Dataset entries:
━━━━━━━━━━━━━━━━━━━━

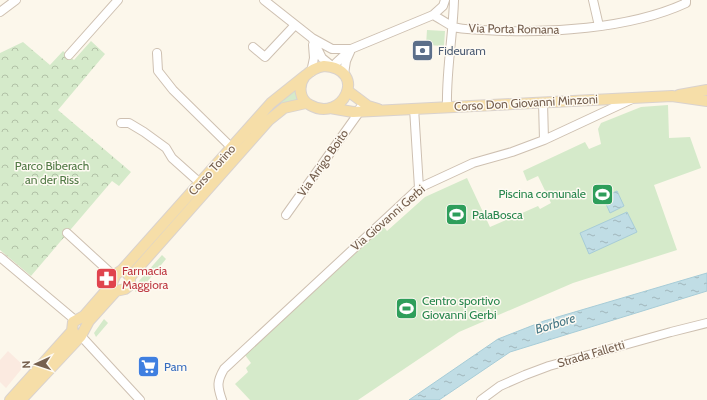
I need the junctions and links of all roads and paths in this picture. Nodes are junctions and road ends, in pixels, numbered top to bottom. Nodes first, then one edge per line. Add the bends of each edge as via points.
1 (16, 0) edge
2 (118, 0) edge
3 (264, 0) edge
4 (445, 0) edge
5 (454, 0) edge
6 (592, 0) edge
7 (686, 0) edge
8 (0, 12) edge
9 (433, 15) junction
10 (295, 25) junction
11 (599, 26) junction
12 (453, 27) junction
13 (312, 38) junction
14 (253, 47) dead end
15 (351, 50) junction
16 (156, 53) dead end
17 (69, 55) dead end
18 (333, 67) junction
19 (308, 73) junction
20 (344, 74) junction
21 (348, 91) junction
22 (707, 91) edge
23 (672, 96) junction
24 (637, 97) junction
25 (360, 100) junction
26 (707, 100) edge
27 (543, 102) junction
28 (306, 104) junction
29 (447, 107) junction
30 (330, 108) junction
31 (414, 108) junction
32 (380, 110) junction
33 (360, 112) junction
34 (121, 123) dead end
35 (544, 140) junction
36 (232, 148) junction
37 (200, 183) junction
38 (419, 188) junction
39 (286, 215) dead end
40 (68, 233) dead end
41 (0, 258) edge
42 (122, 274) junction
43 (75, 320) junction
44 (707, 323) edge
45 (72, 331) junction
46 (81, 336) junction
47 (10, 400) edge
48 (22, 400) edge
49 (140, 400) edge
50 (222, 400) edge
51 (481, 400) edge

1 - 8 street
2 - 17 street
3 - 10 street
4 - 9 street via 443,6
5 - 12 street
6 - 11 street
7 - 11 street, Via Porta Romana via 686,3 673,9 640,19
9 - 12 street, Via Porta Romana
9 - 15 street
10 - 13 street
10 - 14 street via 265,57
11 - 12 street, Via Porta Romana via 500,31
12 - 29 street via 446,89
13 - 15 street via 332,50
13 - 18 street via 322,58
13 - 19 street via 314,58
15 - 18 street
15 - 20 street
16 - 36 street via 158,71 173,90
18 - 19 main road via 324,66
18 - 20 main road
19 - 28 main road via 301,89
19 - 36 main road, Corso Torino via 271,103
20 - 21 main road
21 - 25 main road, Corso Don Giovanni Minzoni
21 - 30 main road via 342,101
22 - 23 main road, Corso Don Giovanni Minzoni
22 - 26 main road, Corso Don Giovanni Minzoni
23 - 24 main road, Corso Don Giovanni Minzoni
23 - 26 main road, Corso Don Giovanni Minzoni
24 - 27 main road, Corso Don Giovanni Minzoni
24 - 35 street, Via Giovanni Gerbi
25 - 32 main road, Corso Don Giovanni Minzoni
25 - 33 street
27 - 29 main road, Corso Don Giovanni Minzoni
27 - 35 street
28 - 30 main road via 322,109
28 - 42 main road, Corso Torino via 284,108 269,120
29 - 31 main road, Corso Don Giovanni Minzoni
30 - 33 main road, Corso Don Giovanni Minzoni
31 - 32 main road, Corso Don Giovanni Minzoni
31 - 38 street
32 - 33 main road, Corso Don Giovanni Minzoni
33 - 39 street, Via Arrigo Boito
34 - 37 street via 129,123 166,148 172,158
35 - 38 street, Via Giovanni Gerbi via 473,163
36 - 37 main road, Corso Torino
37 - 42 main road, Corso Torino
38 - 50 street, Via Giovanni Gerbi via 224,369 219,378 218,389
40 - 42 street
41 - 43 street
42 - 43 main road, Corso Torino via 84,316
42 - 46 main road, Corso Torino via 130,285 116,291 89,321
43 - 45 main road
44 - 51 street, Strada Falletti via 549,366 500,386
45 - 46 main road
45 - 47 main road
46 - 48 main road, Corso Torino
46 - 49 street

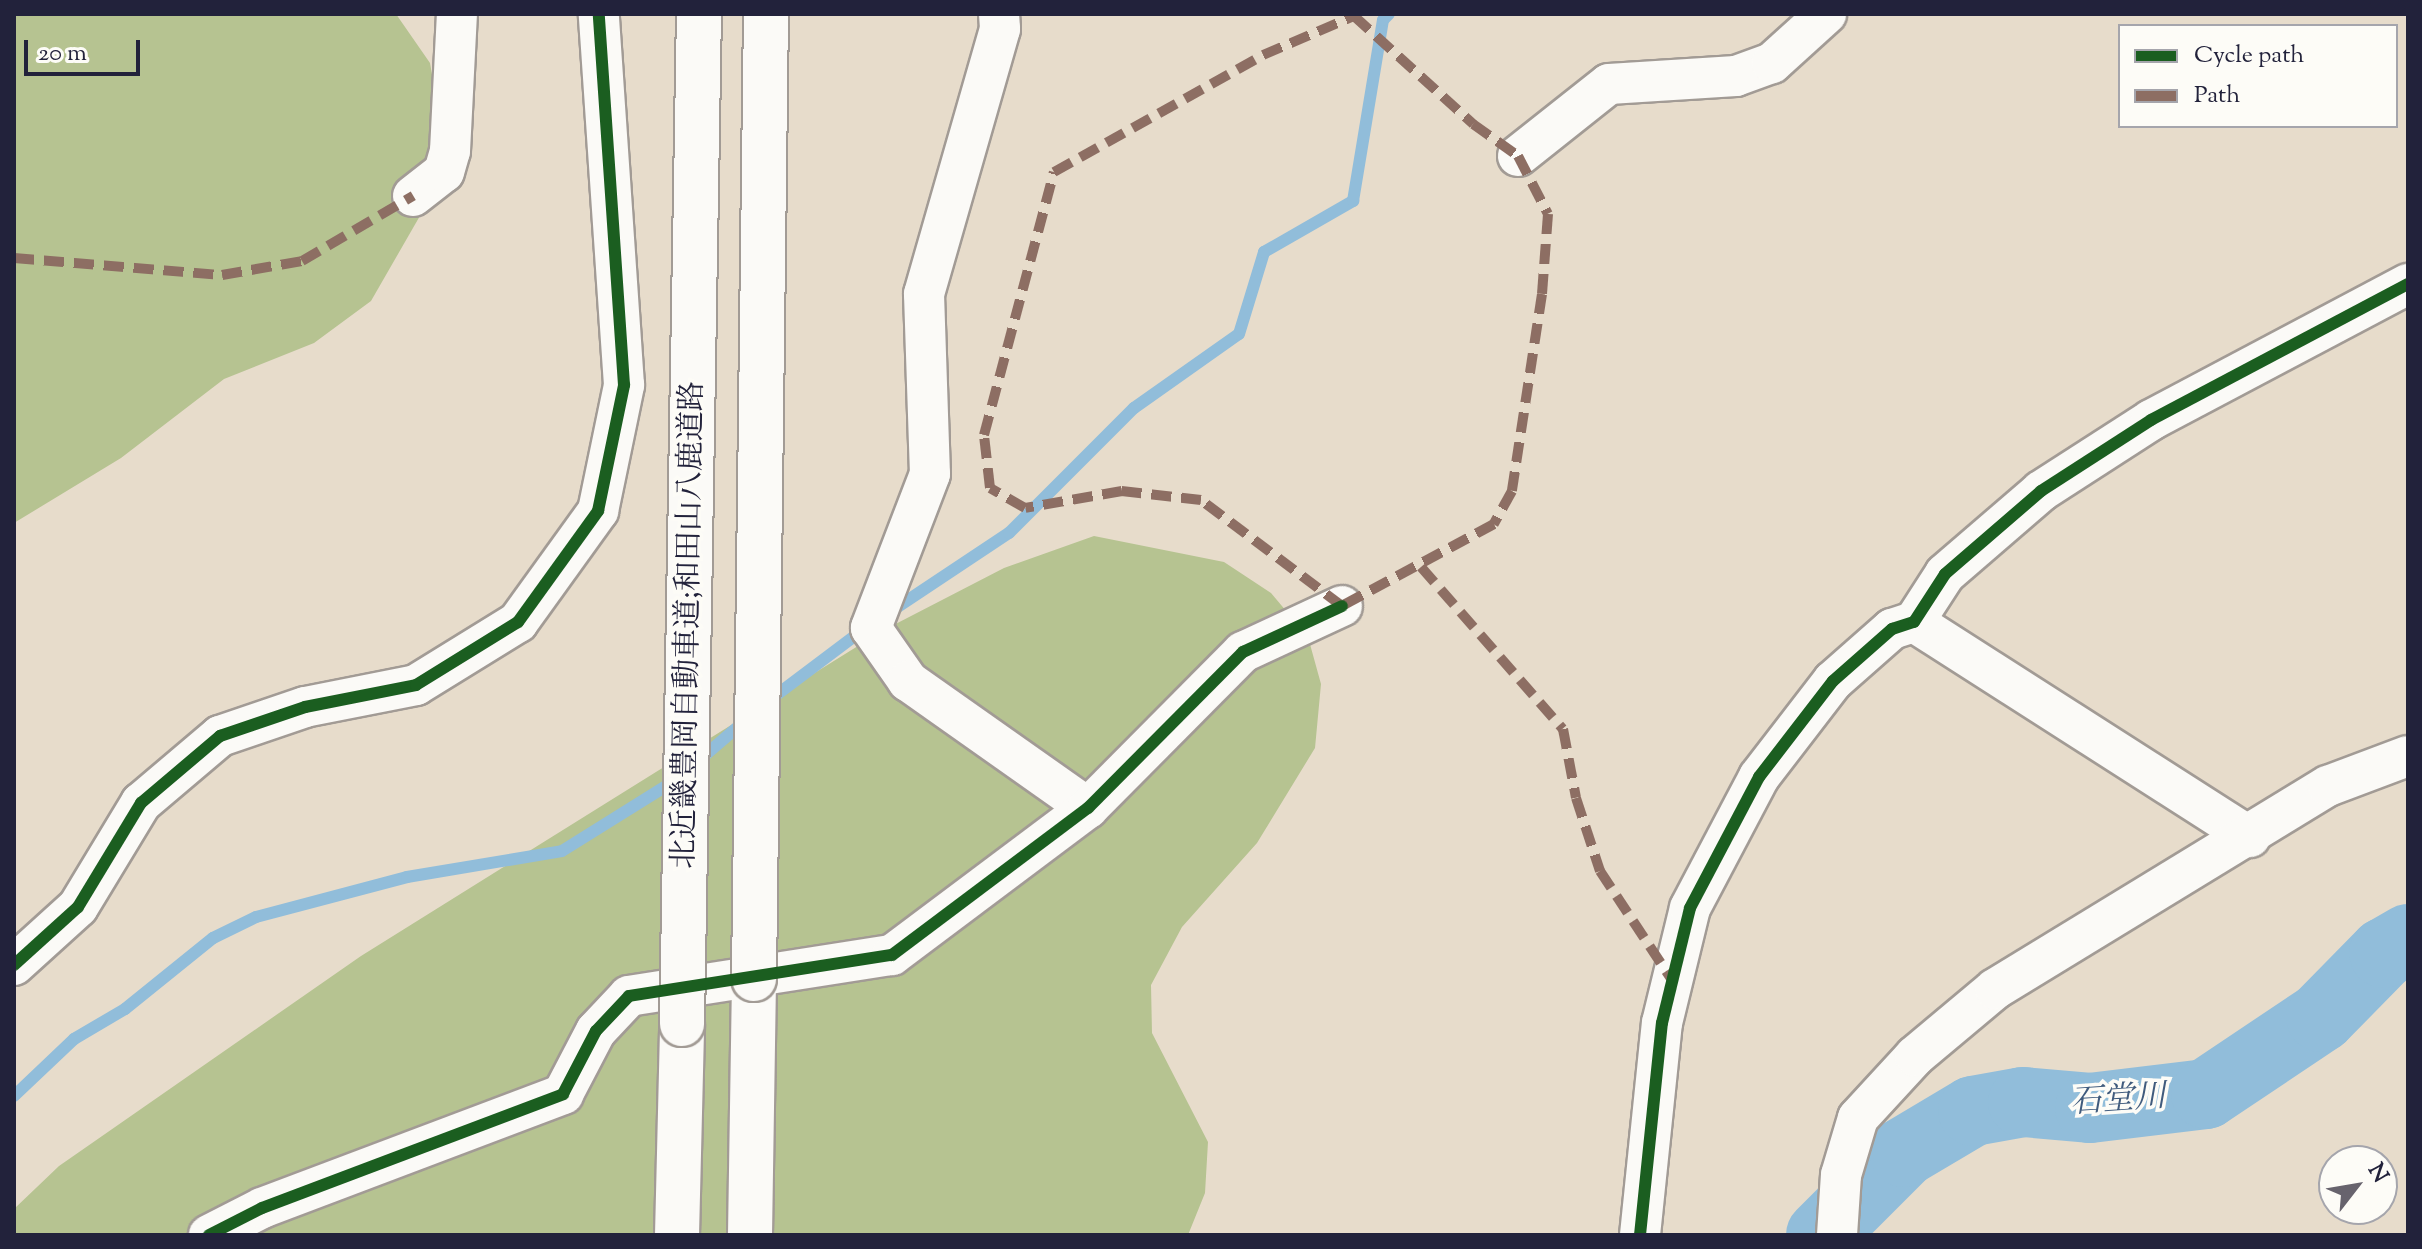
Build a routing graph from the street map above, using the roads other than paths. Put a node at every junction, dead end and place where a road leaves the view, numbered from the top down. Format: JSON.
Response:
{"nodes":[{"id":1,"x":457,"y":14,"type":"edge"},
{"id":2,"x":599,"y":14,"type":"edge"},
{"id":3,"x":699,"y":14,"type":"edge"},
{"id":4,"x":766,"y":14,"type":"edge"},
{"id":5,"x":999,"y":14,"type":"edge"},
{"id":6,"x":1826,"y":14,"type":"edge"},
{"id":7,"x":1518,"y":156,"type":"dead end"},
{"id":8,"x":413,"y":196,"type":"dead end"},
{"id":9,"x":2408,"y":284,"type":"edge"},
{"id":10,"x":1342,"y":606,"type":"dead end"},
{"id":11,"x":1914,"y":622,"type":"junction"},
{"id":12,"x":2408,"y":756,"type":"edge"},
{"id":13,"x":1088,"y":808,"type":"junction"},
{"id":14,"x":2250,"y":837,"type":"junction"},
{"id":15,"x":14,"y":965,"type":"edge"},
{"id":16,"x":209,"y":1235,"type":"edge"},
{"id":17,"x":677,"y":1235,"type":"edge"},
{"id":18,"x":750,"y":1235,"type":"edge"},
{"id":19,"x":1640,"y":1235,"type":"edge"},
{"id":20,"x":1837,"y":1235,"type":"edge"}],
"edges":[{"from":1,"to":8,"type":"street"},
{"from":2,"to":15,"type":"street"},
{"from":3,"to":17,"type":"highway","name":"北近畿豊岡自動車道;和田山八鹿道路","bridge":true},
{"from":4,"to":18,"type":"highway","bridge":true},
{"from":5,"to":13,"type":"street"},
{"from":6,"to":7,"type":"street"},
{"from":9,"to":11,"type":"street"},
{"from":10,"to":13,"type":"street"},
{"from":11,"to":14,"type":"street"},
{"from":11,"to":19,"type":"street"},
{"from":12,"to":14,"type":"street"},
{"from":13,"to":16,"type":"street"},
{"from":14,"to":20,"type":"street"}]}
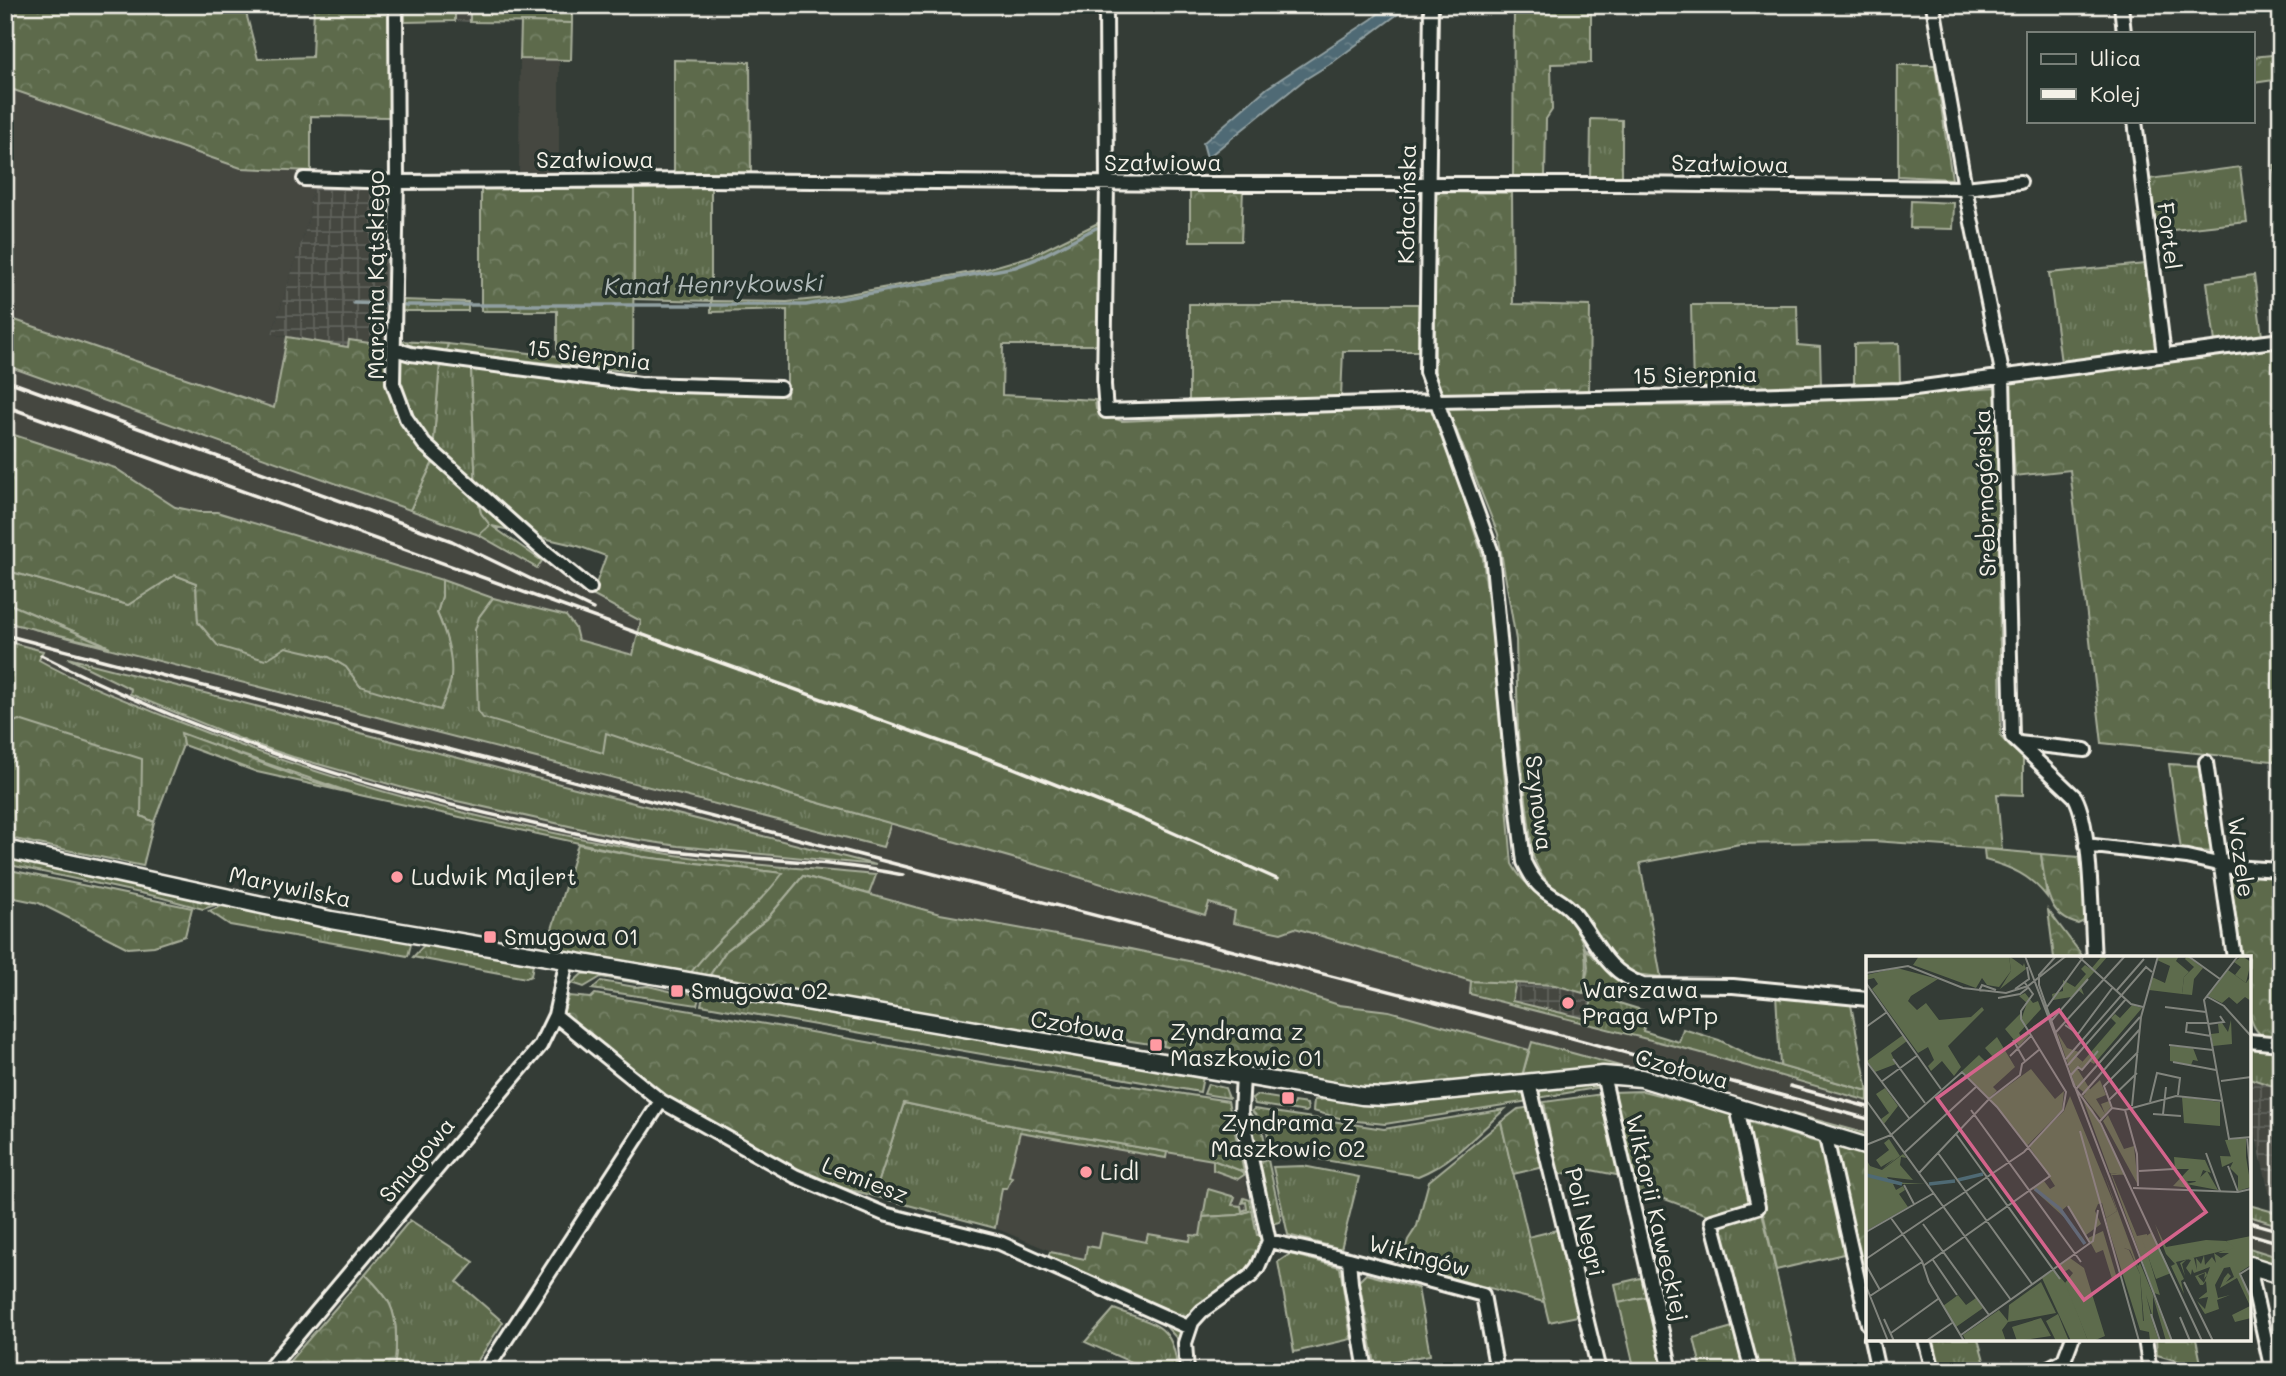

━━━━━━━━━━━━━━━━━━━━

Task objective: Your answer should be a single number: how many lines in the data above include "Torino"?

Result for this task: 7